Voting on Director Nominees in Uncontested Elections

 

Four fundamental principles apply when determining votes on director nominees:

 

Independence: Boards should be sufficiently independent from management (and significant shareholders) to ensure that they are able and motivated to effectively supervise management's performance for the benefit of all shareholders, including in setting and monitoring the execution of corporate strategy, with appropriate use of shareholder capital, and in setting and monitoring executive compensation programs that support that strategy. The chair of the board should ideally be an independent director, and all boards should have an independent leadership position or a similar role in order to help provide appropriate counterbalance to executive management, as well as having sufficiently independent committees that focus on key governance concerns such as audit, compensation, and nomination of directors.

 

Composition: Companies should ensure that directors add value to the board through their specific skills and expertise and by having sufficient time and commitment to serve effectively. Boards should be of a size appropriate to accommodate diversity, expertise, and independence, while ensuring active and collaborative participation by all members.

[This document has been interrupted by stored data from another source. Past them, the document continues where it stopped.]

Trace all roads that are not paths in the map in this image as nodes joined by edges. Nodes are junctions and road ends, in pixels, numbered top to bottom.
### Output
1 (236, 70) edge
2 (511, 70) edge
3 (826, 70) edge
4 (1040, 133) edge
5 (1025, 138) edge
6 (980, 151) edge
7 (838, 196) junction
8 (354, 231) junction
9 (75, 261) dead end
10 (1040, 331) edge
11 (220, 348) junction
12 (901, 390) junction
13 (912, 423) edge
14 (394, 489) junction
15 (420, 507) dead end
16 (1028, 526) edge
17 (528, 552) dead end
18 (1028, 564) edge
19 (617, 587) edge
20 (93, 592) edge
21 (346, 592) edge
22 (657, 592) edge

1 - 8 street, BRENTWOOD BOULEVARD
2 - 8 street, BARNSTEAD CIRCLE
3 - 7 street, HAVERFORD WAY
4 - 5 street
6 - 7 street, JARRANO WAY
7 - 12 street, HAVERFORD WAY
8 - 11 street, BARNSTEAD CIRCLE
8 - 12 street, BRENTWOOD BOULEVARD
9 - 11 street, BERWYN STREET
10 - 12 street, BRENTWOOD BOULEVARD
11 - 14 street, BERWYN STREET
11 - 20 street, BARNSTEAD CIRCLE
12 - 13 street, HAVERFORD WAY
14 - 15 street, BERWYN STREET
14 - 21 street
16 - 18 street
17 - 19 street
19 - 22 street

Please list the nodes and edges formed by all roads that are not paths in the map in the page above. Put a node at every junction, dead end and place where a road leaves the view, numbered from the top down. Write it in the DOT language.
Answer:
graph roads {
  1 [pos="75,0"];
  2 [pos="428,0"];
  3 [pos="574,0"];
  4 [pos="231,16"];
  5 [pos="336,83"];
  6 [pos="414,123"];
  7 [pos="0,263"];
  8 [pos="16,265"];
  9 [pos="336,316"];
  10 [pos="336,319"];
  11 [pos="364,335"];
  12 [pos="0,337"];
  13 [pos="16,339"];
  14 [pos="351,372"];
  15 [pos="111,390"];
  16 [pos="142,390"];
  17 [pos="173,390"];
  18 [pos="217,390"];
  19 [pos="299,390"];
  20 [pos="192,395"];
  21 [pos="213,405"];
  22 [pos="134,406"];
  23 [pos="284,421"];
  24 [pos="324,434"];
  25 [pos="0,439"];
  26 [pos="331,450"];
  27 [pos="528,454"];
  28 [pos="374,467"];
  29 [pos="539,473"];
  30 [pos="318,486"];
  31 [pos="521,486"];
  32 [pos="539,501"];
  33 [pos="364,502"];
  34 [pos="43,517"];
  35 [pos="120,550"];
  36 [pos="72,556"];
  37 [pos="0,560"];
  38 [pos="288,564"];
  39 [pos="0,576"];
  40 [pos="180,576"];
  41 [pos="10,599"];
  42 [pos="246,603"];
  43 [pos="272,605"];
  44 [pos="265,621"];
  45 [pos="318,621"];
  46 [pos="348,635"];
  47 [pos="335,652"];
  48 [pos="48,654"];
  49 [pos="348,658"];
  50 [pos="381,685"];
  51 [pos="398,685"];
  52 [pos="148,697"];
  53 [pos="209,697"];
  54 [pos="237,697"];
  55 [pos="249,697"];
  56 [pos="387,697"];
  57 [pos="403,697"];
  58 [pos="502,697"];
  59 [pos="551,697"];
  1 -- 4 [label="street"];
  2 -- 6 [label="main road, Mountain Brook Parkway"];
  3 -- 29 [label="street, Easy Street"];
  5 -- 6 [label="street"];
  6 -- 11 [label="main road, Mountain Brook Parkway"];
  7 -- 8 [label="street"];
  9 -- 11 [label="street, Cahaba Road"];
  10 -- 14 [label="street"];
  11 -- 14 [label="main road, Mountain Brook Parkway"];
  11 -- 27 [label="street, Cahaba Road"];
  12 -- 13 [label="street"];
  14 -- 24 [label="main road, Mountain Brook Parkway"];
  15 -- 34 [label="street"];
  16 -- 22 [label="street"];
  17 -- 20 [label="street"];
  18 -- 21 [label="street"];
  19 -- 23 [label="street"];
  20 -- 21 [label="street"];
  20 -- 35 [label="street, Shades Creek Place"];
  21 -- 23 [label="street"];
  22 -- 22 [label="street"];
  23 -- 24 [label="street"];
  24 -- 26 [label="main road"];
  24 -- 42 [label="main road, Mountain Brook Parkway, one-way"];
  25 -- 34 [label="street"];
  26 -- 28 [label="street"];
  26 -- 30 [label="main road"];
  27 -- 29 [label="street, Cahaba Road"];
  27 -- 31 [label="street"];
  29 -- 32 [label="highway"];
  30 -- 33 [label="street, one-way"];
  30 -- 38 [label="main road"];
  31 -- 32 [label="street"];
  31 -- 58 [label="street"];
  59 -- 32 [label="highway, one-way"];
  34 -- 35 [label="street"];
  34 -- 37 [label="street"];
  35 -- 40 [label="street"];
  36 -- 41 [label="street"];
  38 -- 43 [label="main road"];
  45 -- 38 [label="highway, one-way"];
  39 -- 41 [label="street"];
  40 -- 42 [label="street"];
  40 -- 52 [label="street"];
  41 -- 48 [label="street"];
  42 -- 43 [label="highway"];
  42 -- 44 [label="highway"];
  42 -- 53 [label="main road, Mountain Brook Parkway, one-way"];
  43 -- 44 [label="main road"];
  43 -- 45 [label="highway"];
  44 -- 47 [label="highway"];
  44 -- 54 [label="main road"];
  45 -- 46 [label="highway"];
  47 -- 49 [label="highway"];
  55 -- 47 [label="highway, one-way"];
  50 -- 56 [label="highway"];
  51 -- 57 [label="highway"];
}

Boards should be sufficiently diverse to ensure consideration of a wide range of perspectives.

 

Responsiveness: Directors should respond to investor input, such as that expressed through significant opposition to management proposals, significant support for shareholder proposals (whether binding or non-binding), and tender offers where a majority of shares are tendered.

 

Accountability: Boards should be sufficiently accountable to shareholders, including through transparency of the company's governance practices and regular board elections, by the provision of sufficient information for shareholders to be able to assess directors and board composition, and through the ability of shareholders to remove directors.

 

(Graphic)General Recommendation: Generally vote for director nominees, except under the following circumstances:

 

Independence

 

Vote against1 or withhold from non-independent directors (Executive Directors and Non-Independent Non-Executive Directors per ISS’ Classification of Directors) when:

 

Independent directors comprise 50 percent or less of the board;

The non-independent director serves on the audit, compensation, or nominating committee;

The company lacks an audit, compensation, or nominating committee so that the full board functions as that committee; or

The company lacks a formal nominating committee, even if the board attests that the independent directors fulfill the functions of such a committee.

 

 

1 In general, companies with a plurality vote standard use “Withhold” as the contrary vote option in director elections; companies with a majority vote standard use “Against”. However, it will vary by company and the proxy must be checked to determine the valid contrary vote option for the particular company.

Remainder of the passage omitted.